As I take Grace’s palm in one hand and Greer’s in the other, I smile and brace myself for whatever comes, knowing that together we can take it on.
Greer and Grace exchange a look. Then Grace takes Greer’s hand, closing the circle, and the world explodes around us.
I don’t know what I expected to follow the opening of the door, but the blinding light and hurricane-force wind seem reasonable. Those last for only a split second, just long enough for me to shut my eyes against the glare and get thrown back against one of the trees.
Quickly regaining my footing, I turn back to fight, ready to face Athena or the hippocampi or whatever other creature is coming after us.

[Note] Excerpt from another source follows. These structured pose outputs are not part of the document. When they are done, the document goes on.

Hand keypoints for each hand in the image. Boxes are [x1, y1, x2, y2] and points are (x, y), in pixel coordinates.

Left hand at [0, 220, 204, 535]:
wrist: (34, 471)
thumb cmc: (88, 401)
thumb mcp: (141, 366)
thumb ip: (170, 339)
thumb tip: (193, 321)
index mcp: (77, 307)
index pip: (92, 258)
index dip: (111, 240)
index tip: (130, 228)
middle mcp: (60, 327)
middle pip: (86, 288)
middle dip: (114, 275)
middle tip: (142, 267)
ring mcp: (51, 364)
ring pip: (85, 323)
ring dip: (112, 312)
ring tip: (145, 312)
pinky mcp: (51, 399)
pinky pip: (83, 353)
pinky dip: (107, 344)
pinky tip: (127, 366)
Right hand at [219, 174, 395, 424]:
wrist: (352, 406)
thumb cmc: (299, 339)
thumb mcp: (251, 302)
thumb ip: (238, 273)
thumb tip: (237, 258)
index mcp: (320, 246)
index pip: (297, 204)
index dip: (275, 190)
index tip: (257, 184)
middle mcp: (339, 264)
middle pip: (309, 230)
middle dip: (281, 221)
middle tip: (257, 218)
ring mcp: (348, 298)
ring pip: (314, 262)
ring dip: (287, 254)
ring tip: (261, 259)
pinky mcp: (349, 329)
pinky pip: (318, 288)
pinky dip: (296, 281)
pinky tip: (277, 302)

But it’s like we hit the pause button. Now everything is rewinding. The beasts in the sky stop attacking. The serpent around the door slithers away. The epic battle raging beyond quits full stop. It’s as if everyone decided, right in the middle of battle, that they didn’t want to fight after all.
“What’s happening?” Grace asks.
I shake my head. “I don’t know.”
“The door is open,” a deep voice says.
I turn and look up to find Zeus standing next to us—over us—imposing, intimidating, and about the size of a garbage truck. He is the leader of the faction that has been trying to kill us. Instinctively, I step in front of my sisters and raise my dagger.
“Put that aside,” he says, brushing my arm away. “You have initiated the prophecy. We are no longer enemies.”
I blink several times. “What?”
“Now,” he says, gesturing at the swirling vortex that is the door, “we face the same foe.”
Almost as soon as he says that, monsters start climbing out of the abyss, two, four, even six at a time. If we don’t act fast, we’ll be outnumbered before we can get our first bites in. My sisters and I dive forward as the rest of our friends and supporters come to our aid. Fangs bared, we start venoming beasties, not bothering to care about pulse points or bite placement. We send them back as fast as we can, while our support army slashes venom-dipped weapons into the ones that get through our line of defense. Creatures are coming out in greater numbers than we can stop, even with the extra help.
This is a losing battle.
“Oh no,” Grace says. “Look!”
I turn to see where she’s pointing. Through the battlefield, between the clash of blades, teeth, and fur, I see a legion of hypnotized humans approaching from the other side. There must be hundreds of them.
All of this to defeat three teenage girls.
How will we ever fight them? How can we defeat them without killing them? We’re trapped between innocent humans and a sea of monsters flooding through the door.
For the first time, I have real doubts that we will succeed.
“Perhaps I can help.”
Spinning to my left, I find myself face-to-face with the oracle, here, now, after we’ve been looking for her for so long. My first instinct is to hug her. My second is to punch her. She has been missing for how long? And now is the time she decides to make her grand reappearance.
Better late than never.
“Please,” I say as a monster grabs me from behind. I pull its arm toward my mouth. “Do whatever you can.”
As I sink my fangs into to the beastie’s wrist, the oracle walks off into the crowd. Magically, no one touches her. It’s like she’s invisible—or wearing an invisible force field.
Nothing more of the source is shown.